Donderdag 24 oktober werd de samenwerking met ‘de Doelen Stadslab’ getekend in het bijzijn van de Burgemeester van Rotterdam Carola Schouten. De Rotterdamse onderwijsinstellingen die de Doelen Stadslab gaan gebruiken, richten zich hier op samenwerken met de stad, haar bewoners en ondernemers, essentieel voor het ontwikkelen van nieuwe oplossingen.
Dit sluit naadloos aan bij de ambities van Hogeschool Rotterdam om met onderwijs en praktijkgericht onderzoek bij te dragen aan de grote maatschappelijke opgave om ons heen. Sarah Wilton-Wels, voorzitter College van Bestuur Hogeschool Rotterdam: ‘’Dat de Doelen zich middels het Stadslab nog meer in verbinding stelt met de stad, is voor ons een prachtige beweging waar we graag bij zijn. We hopen dat de samenwerking van studenten van de verschillende instellingen van het Stadslab een bruisende broedplaats maakt, vol innovatieve en creatieve ideeën.’’
Grote uitdagingen
Rotterdam staat voor grote uitdagingen op het gebied van milieu, klimaat, energie, voedsel, woningmarkt, mentaal welzijn, gezondheid, mobiliteit en digitalisering. Jongere generaties zijn op dit moment bezig met het ontwikkelen van duurzame innovaties, start-ups en methodieken voor de toekomst.
Met het tekenen van de overeenkomst van de Doelen Stadslab kunnen studenten van de Rotterdamse onderwijsinstellingen de flexibele ruimte (Studio 8) gebruiken als podium, exporuimte, workshopplek, helpdesk, break-out room en productieplek.

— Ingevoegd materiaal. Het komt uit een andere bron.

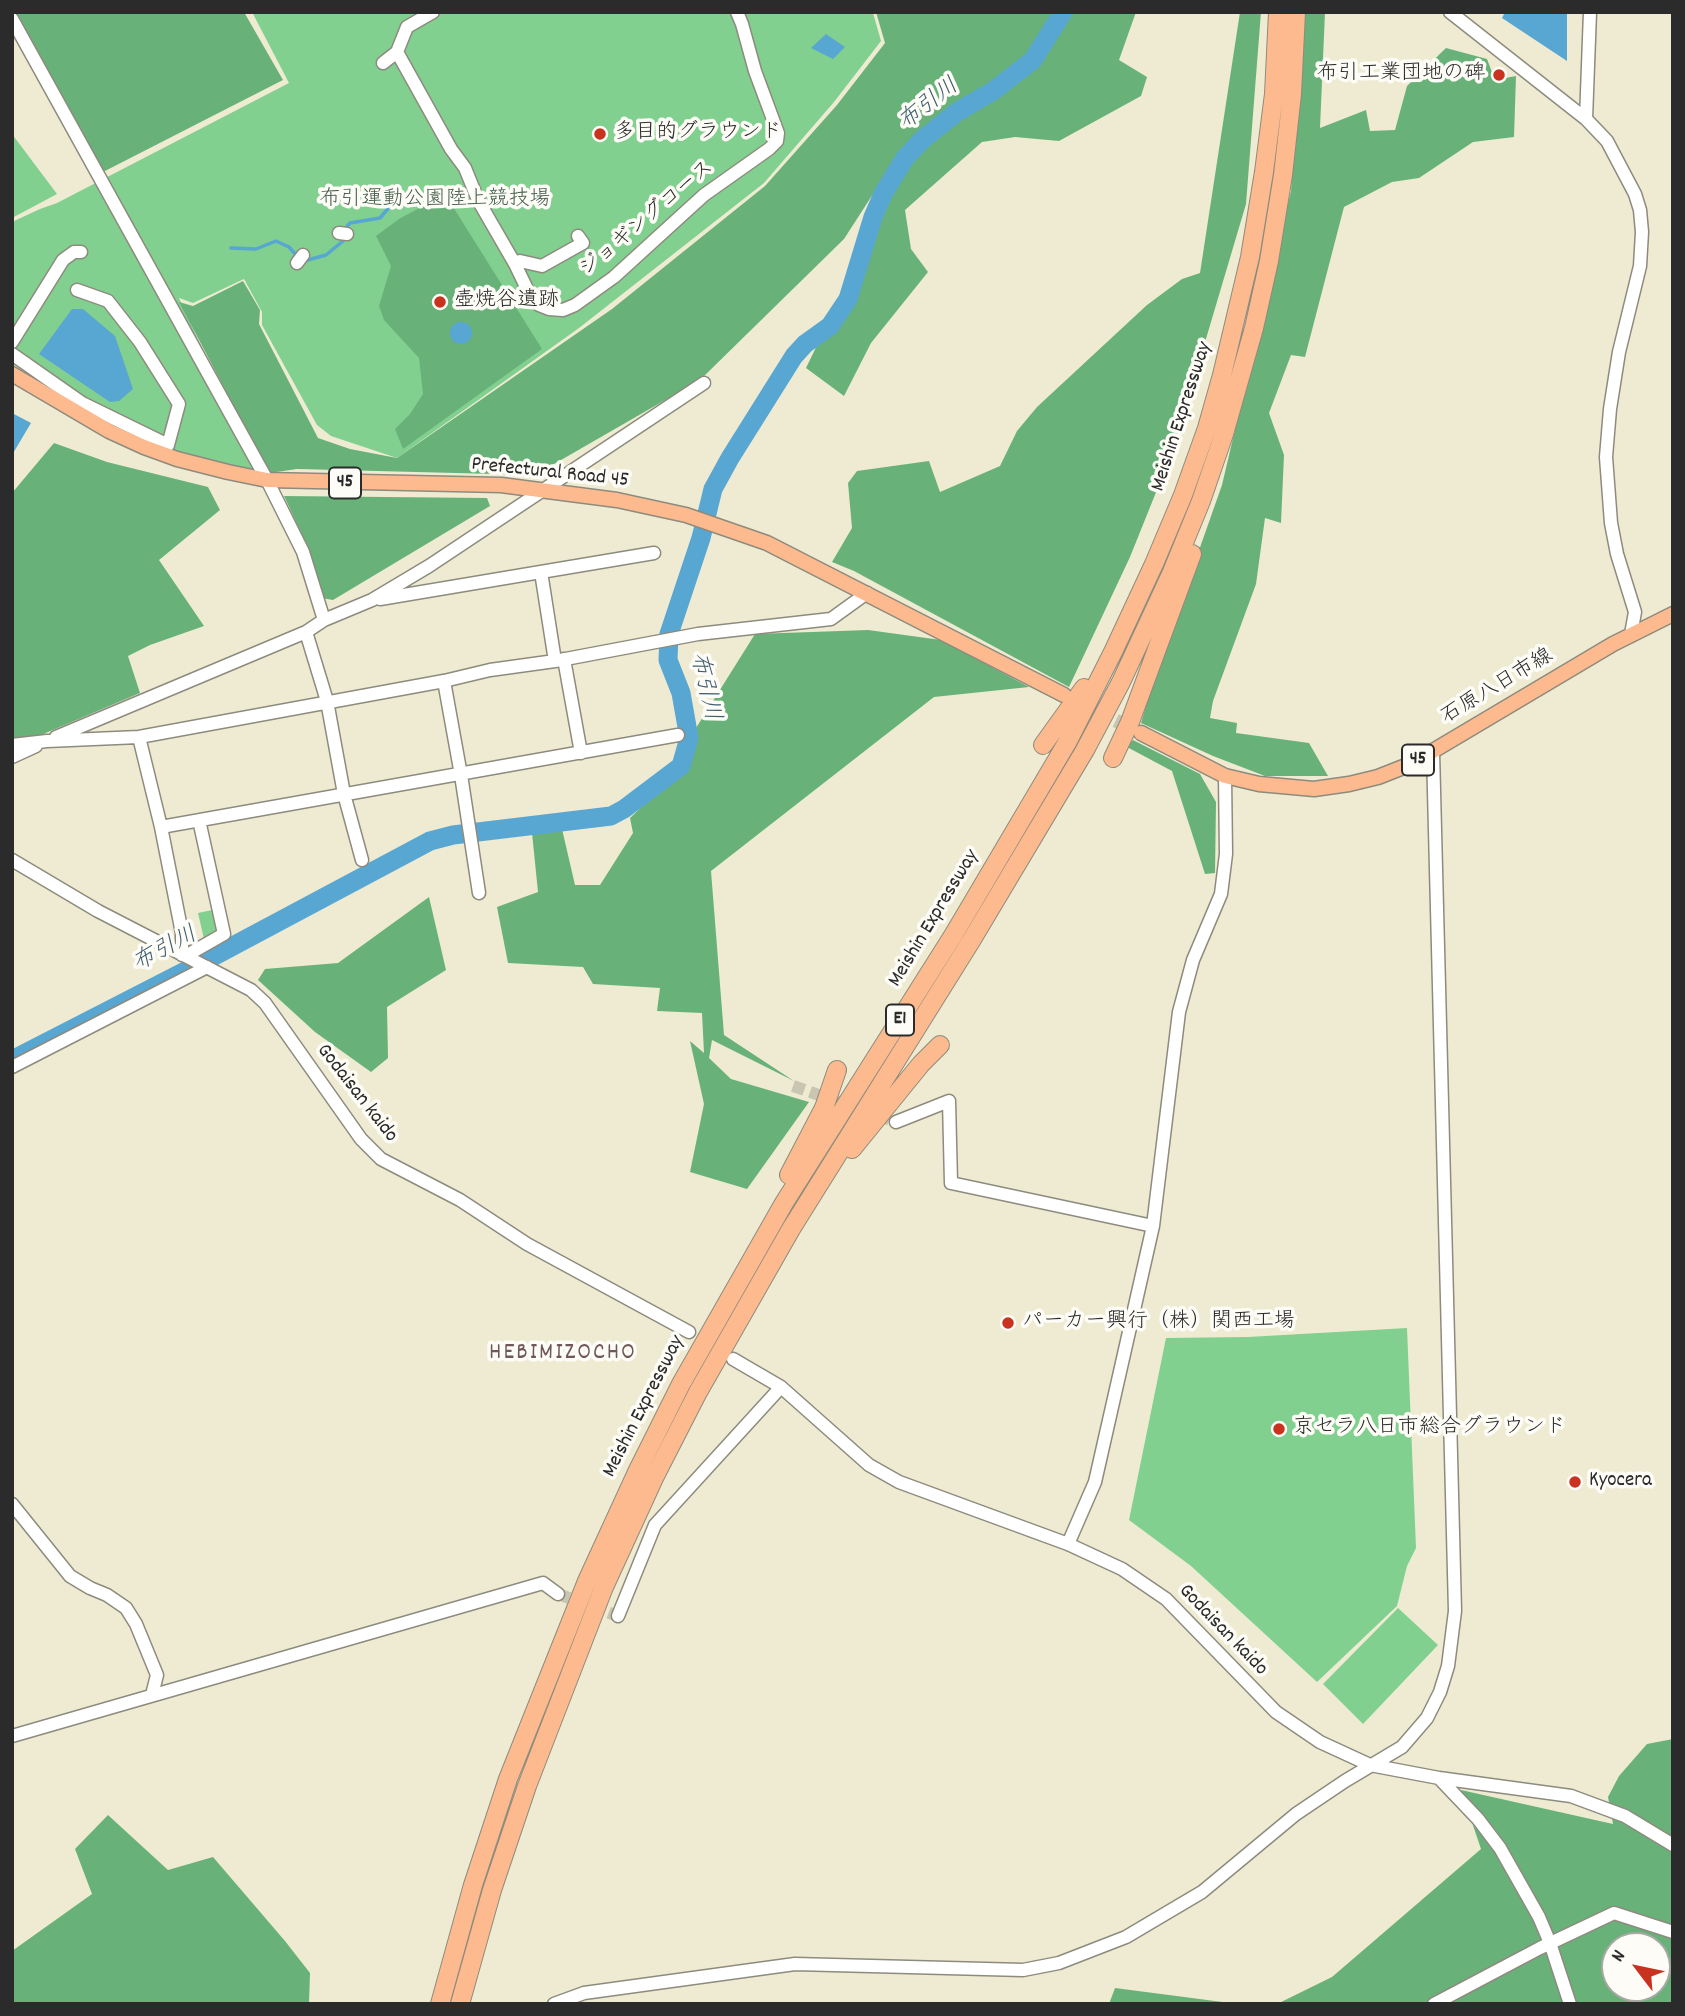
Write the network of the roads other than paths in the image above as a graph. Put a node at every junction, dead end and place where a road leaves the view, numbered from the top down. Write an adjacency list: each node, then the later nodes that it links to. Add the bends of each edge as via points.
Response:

Verbinding met de toekomst van de stad
Janneke Staarink (directeur van de Doelen) is ook enthousiast. ‘’In Rotterdam lopen duizenden studenten rond die essentieel zijn voor de toekomst van de stad’’, zegt ze. ‘’Rotterdamse onderwijsinstellingen bieden opleidingen voor zo ongeveer alle sectoren en beroepen, van techniek, zorg en welzijn, economie en bedrijfskunde, bouwkunde en digital engineering, stedenbouw en niet te vergeten de kunsten. Samen met de Rotterdamse onderwijsinstellingen biedt de Doelen Stadslab al die jonge mensen een centrale inloopplek voor creatieve samenkomsten. Midden in de stad. Hoe fijn is dat?’’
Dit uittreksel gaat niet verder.